Ransomware Readiness: The ransomware attack lifecycle Bookmark has been added
Human-operated ransomware attacks are very complex and devastating attacks on large enterprise networks. To adequately protect against, defend against and respond to ransomware attacks, it is very important to understand the life cycle of a typical ransomware attack.
The tactics, techniques, and procedures of ransomware threat actors can be quite different, but in many cases the attack life cycle will the same, as threat actors usually have two main objectives – to exfiltrate sensitive data out of the target network and to deploy a piece of ransomware to the enterprise-wide network.
This article will discuss and outline the various stages of human-operated ransomware attacks.

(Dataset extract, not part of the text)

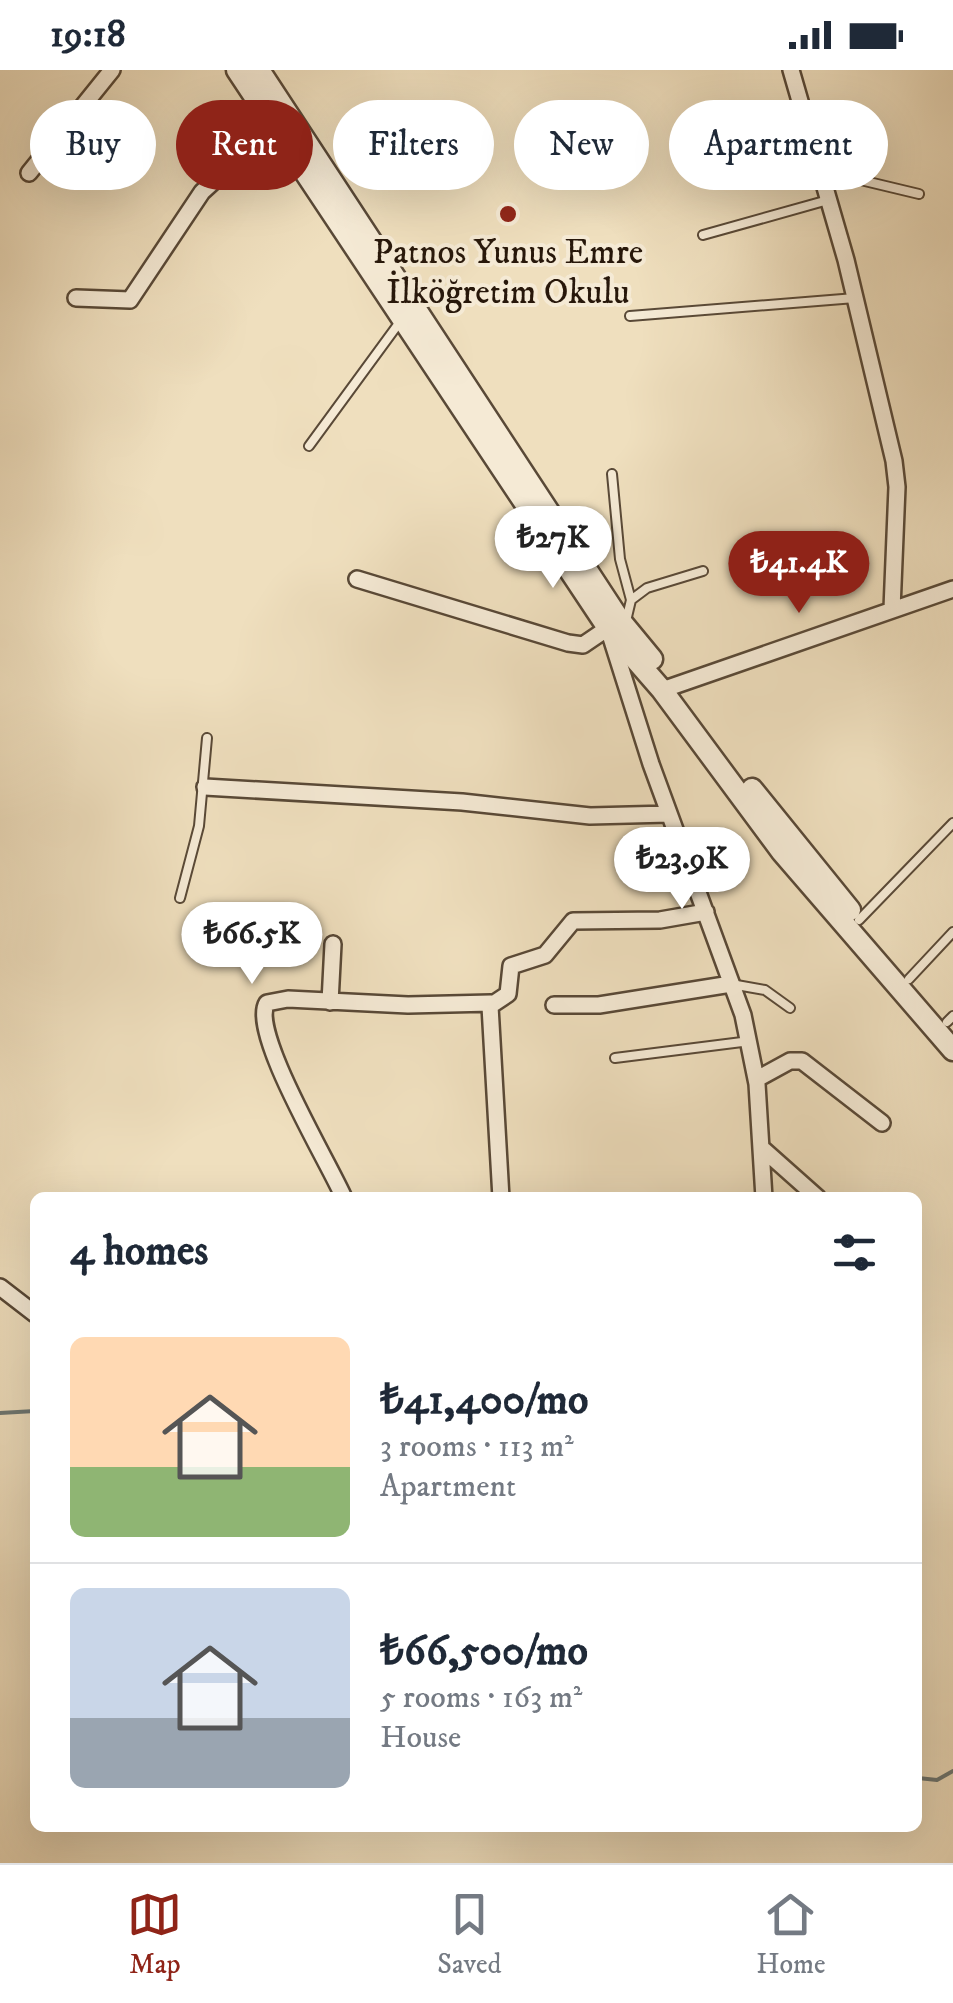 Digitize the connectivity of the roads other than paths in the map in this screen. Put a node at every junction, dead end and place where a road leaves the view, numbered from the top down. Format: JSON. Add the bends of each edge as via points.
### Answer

Every ransomware attack starts from an initial access vector. Initial access to a network can be achieved using several techniques, including accessing a network via an unsecured or misconfigured VPN server or delivering trojan horse malware via a spear phishing attack. It is also possible to exploit public facing applications to deploy web-based command and control shells.
Statistics from recent attacks show that the three most common initial attack vectors used in ransomware attacks are Remote Desktop Protocol (RDP) compromise, spear phishing attacks, and the exploitation of software vulnerabilities.
Remote Desktop Protocol (RDP) has consistently remained one of the most common vectors for threat actors to gain initial access a target network. The RDP protocol has been widely documented as the preferred initial access vector for SamSam and REvil ransomware operators.
The pandemic has accelerated and compounded this problem, as many organizations have had to provide employees with the capability to work remotely. In return, more servers have been exposed to the internet and have become attractive targets for various threat actors, including ransomware operators.
For example, we can utilize Shodan to search for publicly exposed servers with port 3389 open, which is the default port for Remote Desktop Protocol (RDP).
Figure 1 – Devices with port 3389. Remote Desktop (RDP) protocol exposed to the internet (Source: Shodan.io - Shodan Search Engine).
This query returns millions of results. Almost 118,000 in Japan alone. This is one of the reasons why this initial attack vector is very attractive and popular to ransomware operators.
In recent cases, ransomware operators will not attack the remote desktop servers themselves. They can simply buy remote access to corporate networks from other threat actors, dark web sources and underground forums.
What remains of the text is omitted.